Deaths related to the Pfizer vaccine among Norway’s elderly should be seen in context of the 400 deaths in aged care there each week, with the rollout in Australia expected to be unaffected, the chief medical officer says.

Chief Medical Officer Professor Paul Kelly says the Australian government and the Therapeutic Goods Administration (TGA) is in direct talks with its counterparts in Norway, which is looking into each of the deaths of the 33 seniors.

“In Norway in a normal week, 400 people do pass away in their aged care facilities. So this has to be put in the context of what has happened after people have received vaccines,” Professor Kelly told reporters on Tuesday.

“That needs to be looked at very carefully, and that TGA will take that information into account in their assessment in the coming days and weeks.”

The Norwegian Medicines Agency medical director Dr Steinar Madsen says the 33 people who died after being immunised were already sick and over the age of 80.

Professor Kelly says he doesn’t have detailed information on each of the patients, but in general terms they were old, frail and some were terminally ill.

“They appeared that at least some of them have had the types of side effect of the Pfizer vaccine that we know about already from the clinical trials, so fever, diarrhoea, not eating, not drinking, people are very frail to begin with, close sort of things can be serious, and that type of situation.

“As I say, Norwegians are doing their due diligence in relation to that. We will have access to that information.”

Professor Kelly said mortality rate is very high once you get over 80 or 90 if you get COVID-19 and the TGA will need to work out the risk equation of who should be excluded from the vaccine.
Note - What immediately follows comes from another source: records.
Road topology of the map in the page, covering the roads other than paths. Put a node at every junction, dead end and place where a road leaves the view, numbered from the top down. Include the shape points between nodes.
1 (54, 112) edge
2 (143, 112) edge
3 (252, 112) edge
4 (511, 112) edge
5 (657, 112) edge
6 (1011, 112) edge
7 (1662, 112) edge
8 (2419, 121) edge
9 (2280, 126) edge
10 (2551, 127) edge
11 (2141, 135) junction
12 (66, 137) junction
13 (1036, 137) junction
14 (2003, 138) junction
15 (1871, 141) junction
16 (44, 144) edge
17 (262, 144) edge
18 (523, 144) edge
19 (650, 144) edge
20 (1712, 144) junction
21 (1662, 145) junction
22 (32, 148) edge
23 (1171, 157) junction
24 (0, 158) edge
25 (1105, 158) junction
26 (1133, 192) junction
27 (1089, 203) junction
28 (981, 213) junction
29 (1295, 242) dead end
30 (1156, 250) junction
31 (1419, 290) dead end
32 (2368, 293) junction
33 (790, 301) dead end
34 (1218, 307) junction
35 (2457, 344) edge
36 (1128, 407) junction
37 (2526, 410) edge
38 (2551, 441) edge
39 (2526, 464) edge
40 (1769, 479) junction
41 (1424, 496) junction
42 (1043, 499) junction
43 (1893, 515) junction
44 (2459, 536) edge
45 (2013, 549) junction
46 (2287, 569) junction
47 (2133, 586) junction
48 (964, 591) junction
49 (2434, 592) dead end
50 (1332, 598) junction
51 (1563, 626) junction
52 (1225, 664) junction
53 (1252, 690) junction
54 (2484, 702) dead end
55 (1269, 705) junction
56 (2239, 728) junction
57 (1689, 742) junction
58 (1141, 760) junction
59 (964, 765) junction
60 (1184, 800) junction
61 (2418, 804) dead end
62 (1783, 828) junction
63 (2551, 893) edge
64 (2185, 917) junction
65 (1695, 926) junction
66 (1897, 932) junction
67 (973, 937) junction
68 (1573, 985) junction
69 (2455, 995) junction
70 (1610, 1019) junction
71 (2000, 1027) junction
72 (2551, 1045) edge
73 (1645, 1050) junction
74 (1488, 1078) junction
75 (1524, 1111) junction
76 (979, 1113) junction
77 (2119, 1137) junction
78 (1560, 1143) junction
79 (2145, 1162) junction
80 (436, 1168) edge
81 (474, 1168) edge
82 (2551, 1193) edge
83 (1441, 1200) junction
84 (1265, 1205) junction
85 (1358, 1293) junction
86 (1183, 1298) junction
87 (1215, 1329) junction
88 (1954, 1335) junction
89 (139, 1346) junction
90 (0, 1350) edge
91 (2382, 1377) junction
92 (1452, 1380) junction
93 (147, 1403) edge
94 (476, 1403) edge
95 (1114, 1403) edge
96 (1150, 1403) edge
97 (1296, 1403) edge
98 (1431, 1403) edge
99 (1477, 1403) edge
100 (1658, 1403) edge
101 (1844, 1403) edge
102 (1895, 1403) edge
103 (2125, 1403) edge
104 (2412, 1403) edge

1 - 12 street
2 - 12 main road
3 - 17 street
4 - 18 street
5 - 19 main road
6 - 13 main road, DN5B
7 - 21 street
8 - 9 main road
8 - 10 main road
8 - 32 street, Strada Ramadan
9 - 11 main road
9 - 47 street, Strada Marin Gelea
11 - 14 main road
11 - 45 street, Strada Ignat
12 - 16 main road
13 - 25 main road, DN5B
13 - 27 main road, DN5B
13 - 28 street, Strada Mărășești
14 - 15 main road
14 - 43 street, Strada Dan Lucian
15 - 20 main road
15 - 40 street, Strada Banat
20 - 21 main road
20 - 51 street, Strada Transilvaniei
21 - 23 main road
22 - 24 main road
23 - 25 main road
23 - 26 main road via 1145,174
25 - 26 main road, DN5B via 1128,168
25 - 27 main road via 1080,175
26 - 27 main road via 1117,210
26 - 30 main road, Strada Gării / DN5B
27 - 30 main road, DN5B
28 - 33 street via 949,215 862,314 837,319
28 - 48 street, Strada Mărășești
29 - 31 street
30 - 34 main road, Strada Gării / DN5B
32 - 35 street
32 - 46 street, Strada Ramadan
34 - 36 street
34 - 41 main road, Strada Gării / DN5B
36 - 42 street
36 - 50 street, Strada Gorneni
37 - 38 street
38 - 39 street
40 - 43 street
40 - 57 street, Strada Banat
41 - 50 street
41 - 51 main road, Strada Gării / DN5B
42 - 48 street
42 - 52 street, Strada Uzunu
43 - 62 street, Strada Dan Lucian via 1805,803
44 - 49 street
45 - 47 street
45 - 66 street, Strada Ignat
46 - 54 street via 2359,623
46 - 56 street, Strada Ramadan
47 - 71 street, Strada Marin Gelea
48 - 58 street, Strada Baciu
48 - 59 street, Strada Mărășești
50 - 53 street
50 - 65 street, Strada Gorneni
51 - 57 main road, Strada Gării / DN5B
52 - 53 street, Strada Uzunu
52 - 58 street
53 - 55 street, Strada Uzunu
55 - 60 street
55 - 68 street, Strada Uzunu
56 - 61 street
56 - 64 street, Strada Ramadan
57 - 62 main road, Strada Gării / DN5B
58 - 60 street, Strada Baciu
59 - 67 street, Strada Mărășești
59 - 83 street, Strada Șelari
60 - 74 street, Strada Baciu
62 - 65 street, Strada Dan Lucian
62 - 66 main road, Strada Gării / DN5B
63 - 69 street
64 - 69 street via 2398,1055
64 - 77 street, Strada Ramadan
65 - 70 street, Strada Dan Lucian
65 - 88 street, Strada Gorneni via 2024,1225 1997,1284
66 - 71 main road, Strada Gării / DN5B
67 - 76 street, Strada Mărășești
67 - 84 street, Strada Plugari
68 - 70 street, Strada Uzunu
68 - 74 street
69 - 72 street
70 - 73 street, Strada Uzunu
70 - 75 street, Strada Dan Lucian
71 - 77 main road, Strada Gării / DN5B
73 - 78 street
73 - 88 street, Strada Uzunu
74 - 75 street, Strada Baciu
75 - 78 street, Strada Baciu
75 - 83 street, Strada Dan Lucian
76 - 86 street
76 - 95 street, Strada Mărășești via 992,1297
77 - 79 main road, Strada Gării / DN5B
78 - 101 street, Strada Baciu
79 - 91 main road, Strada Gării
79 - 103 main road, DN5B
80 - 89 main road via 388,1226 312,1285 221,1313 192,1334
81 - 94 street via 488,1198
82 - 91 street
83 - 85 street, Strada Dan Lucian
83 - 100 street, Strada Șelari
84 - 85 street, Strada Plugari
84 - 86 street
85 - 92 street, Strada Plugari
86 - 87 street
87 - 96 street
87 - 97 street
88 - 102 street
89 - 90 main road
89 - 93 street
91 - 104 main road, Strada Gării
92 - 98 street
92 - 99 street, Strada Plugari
He added Australia is in an enviable situation – with no hot spots, zero locally acquired cases over the last five days and no COVID-19 deaths for months – a huge contrast to the rest of the world still in the midst of the pandemic with 50,000 deaths globally in the last five days.

As a result, Australia has waited to do a full assessment of information coming in from other countries rolling out the Pfizer, AstraZeneca, Moderna and other vaccines.

“They will be taken into account, it will not delay the process, but the TGA is doing its due diligence as we expect them to do,” he said.

“We have a balanced portfolio of vaccine that we are working through and Pfizer will most likely be the first to get approval, that is subject to the TGA’s very detailed look at that vaccine and their assessment.”

The AstraZeneca vaccine is also being actively considered by Australia’s expert advisory group.

Professor Kelly said the efficacy was only one component of a vaccine’s effectiveness besides how long its effect lasted and the coverage needed for it to work.

“We need to give as many vaccines out into the community as possible. If we do not do that then the effectiveness will be indeed affected,” he said.

He also cautioned the roll out of the first vaccinations in Australia in a few weeks “will not change everything back to normal” on the travel front.

Although Australia is in an enviable position compared to the rest of the world, international borders will be one of the last things to change, Professor Kelly said.